Top of DATA UNDER STUDY

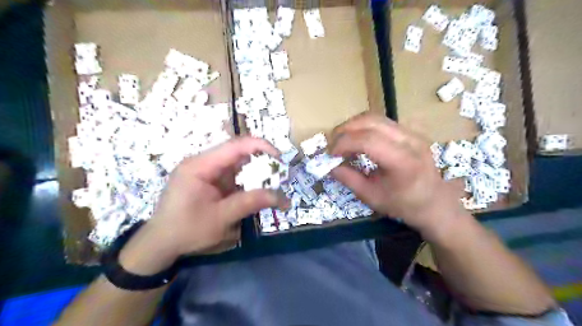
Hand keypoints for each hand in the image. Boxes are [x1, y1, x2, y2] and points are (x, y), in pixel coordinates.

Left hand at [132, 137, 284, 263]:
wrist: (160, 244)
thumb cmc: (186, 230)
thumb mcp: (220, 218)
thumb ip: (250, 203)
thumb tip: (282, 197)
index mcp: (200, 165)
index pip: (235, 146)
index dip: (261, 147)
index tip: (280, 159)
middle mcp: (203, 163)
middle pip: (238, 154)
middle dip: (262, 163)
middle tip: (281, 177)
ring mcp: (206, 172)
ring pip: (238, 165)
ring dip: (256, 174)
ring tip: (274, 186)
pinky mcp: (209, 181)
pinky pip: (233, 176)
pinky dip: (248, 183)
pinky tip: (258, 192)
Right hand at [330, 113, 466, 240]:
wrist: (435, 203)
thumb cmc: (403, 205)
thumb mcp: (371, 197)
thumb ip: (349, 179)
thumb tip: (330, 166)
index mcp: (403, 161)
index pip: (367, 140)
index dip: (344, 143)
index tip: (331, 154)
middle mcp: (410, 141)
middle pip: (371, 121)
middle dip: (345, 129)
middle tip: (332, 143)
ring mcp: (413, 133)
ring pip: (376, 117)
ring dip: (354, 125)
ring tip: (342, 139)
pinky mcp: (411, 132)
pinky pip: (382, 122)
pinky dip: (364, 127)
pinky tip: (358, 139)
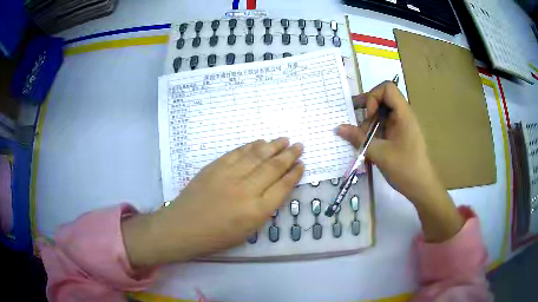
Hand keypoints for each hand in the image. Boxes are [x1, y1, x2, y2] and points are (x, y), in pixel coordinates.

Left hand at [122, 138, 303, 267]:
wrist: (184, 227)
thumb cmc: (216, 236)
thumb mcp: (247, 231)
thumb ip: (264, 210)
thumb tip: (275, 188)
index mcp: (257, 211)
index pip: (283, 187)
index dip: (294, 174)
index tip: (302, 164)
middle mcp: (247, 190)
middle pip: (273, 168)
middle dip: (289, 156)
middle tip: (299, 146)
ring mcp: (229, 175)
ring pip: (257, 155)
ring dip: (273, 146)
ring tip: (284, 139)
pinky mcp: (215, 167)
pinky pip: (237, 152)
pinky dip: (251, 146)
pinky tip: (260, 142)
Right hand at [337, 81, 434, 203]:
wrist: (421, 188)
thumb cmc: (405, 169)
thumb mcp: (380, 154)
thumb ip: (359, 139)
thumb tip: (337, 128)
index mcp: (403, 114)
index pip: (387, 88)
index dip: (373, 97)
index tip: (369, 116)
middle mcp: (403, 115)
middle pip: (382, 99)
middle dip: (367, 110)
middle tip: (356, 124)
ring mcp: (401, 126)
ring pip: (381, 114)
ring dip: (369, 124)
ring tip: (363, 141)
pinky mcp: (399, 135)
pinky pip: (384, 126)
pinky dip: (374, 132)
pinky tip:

Bottom of DATA UNDER STUDY

WORK REQUIRED
Up to and including the line that holds "thumb cmc: (403, 205)", restate word for word each line of the records from their start, and only those lines, leaving out the pictures.

SOLUTION BELOW
Hand keypoints for each hand in the image. Boxes are [x1, y1, x2, y2] and points are (x, y), in pixel coordinates.

Left hand at [132, 137, 284, 263]:
wrist: (160, 244)
thumb cmc: (186, 230)
thumb mcp: (220, 218)
thumb ip: (250, 203)
thumb tip: (282, 197)
index mcp: (200, 165)
index pip: (235, 146)
index dip: (261, 147)
index tip: (280, 159)
middle mcp: (203, 163)
middle pip: (238, 154)
middle dip: (262, 163)
middle tip: (281, 177)
ring mcp: (206, 172)
ring pip: (238, 165)
ring dip: (256, 174)
ring tip: (274, 186)
pinky mcp: (209, 181)
pinky pip: (233, 176)
pinky dip: (248, 183)
pinky tip: (258, 192)
Right hand at [330, 113, 466, 240]:
wrist: (435, 203)
thumb cmc: (403, 205)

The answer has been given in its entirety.